═══ DATA

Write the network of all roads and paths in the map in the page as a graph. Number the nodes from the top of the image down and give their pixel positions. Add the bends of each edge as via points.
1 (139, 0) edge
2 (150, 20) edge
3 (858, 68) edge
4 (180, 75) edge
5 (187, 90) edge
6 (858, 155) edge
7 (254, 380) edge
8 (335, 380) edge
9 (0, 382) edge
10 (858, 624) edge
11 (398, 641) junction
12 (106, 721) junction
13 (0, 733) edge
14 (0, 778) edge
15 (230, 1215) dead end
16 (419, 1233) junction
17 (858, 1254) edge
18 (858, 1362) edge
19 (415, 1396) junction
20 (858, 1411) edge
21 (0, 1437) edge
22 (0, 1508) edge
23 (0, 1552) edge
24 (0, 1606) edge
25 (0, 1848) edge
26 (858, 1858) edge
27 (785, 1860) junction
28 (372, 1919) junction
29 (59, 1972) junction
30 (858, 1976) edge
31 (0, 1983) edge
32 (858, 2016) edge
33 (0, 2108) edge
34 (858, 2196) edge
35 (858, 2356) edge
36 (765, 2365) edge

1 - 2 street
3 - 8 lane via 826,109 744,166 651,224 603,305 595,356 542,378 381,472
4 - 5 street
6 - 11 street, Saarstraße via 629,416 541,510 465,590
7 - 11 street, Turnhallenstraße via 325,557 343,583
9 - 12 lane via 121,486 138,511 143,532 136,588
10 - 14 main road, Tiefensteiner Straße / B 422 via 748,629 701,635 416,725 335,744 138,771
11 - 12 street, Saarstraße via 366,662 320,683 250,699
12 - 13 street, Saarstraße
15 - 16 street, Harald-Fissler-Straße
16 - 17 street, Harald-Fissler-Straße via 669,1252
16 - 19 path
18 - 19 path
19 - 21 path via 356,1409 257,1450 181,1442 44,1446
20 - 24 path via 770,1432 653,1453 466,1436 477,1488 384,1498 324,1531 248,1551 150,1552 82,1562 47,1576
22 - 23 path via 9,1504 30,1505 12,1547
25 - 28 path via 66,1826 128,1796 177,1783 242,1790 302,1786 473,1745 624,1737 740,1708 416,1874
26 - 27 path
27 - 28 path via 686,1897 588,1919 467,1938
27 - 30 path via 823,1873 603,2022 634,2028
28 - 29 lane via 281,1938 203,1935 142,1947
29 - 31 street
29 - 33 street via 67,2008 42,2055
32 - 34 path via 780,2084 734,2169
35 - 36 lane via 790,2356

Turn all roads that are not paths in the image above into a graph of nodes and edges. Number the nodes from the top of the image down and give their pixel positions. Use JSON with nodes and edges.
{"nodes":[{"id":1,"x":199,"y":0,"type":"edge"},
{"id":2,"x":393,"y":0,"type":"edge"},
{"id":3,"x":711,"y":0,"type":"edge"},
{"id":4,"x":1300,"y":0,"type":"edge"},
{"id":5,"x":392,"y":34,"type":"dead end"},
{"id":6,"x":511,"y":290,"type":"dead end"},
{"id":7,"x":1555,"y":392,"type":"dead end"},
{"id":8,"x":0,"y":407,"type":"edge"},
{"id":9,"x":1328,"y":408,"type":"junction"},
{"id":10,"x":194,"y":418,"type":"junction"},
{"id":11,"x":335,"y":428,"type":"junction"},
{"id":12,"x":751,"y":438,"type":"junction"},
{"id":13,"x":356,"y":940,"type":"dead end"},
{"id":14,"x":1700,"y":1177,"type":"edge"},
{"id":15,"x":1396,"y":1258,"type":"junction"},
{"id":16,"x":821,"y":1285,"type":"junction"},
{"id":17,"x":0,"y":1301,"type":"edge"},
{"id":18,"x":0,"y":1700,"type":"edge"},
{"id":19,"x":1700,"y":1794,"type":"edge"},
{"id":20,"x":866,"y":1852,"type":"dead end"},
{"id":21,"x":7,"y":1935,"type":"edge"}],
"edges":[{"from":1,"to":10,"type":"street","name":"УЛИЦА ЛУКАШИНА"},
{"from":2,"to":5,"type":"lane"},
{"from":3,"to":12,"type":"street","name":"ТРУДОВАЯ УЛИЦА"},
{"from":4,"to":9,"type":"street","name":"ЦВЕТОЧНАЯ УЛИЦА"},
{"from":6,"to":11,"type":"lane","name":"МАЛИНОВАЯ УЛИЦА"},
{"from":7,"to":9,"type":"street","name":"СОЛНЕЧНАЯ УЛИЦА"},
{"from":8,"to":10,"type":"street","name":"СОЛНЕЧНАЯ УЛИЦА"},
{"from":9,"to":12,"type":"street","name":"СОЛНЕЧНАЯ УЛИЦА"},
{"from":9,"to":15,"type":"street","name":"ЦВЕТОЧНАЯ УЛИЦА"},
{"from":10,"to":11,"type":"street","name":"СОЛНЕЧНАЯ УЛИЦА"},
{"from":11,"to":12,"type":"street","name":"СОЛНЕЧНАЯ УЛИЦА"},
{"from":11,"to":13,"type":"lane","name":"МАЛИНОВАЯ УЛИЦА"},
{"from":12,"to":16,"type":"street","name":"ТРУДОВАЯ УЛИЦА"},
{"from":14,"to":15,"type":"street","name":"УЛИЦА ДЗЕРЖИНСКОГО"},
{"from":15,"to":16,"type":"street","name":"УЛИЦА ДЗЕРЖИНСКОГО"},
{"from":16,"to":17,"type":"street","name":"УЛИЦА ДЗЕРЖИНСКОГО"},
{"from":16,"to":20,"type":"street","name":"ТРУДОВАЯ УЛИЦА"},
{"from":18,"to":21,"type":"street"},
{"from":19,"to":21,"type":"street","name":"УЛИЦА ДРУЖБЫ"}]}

══════

Please go through the listing and return each line that has "ТРУДОВАЯ" in it.

{"from":3,"to":12,"type":"street","name":"ТРУДОВАЯ УЛИЦА"},
{"from":12,"to":16,"type":"street","name":"ТРУДОВАЯ УЛИЦА"},
{"from":16,"to":20,"type":"street","name":"ТРУДОВАЯ УЛИЦА"},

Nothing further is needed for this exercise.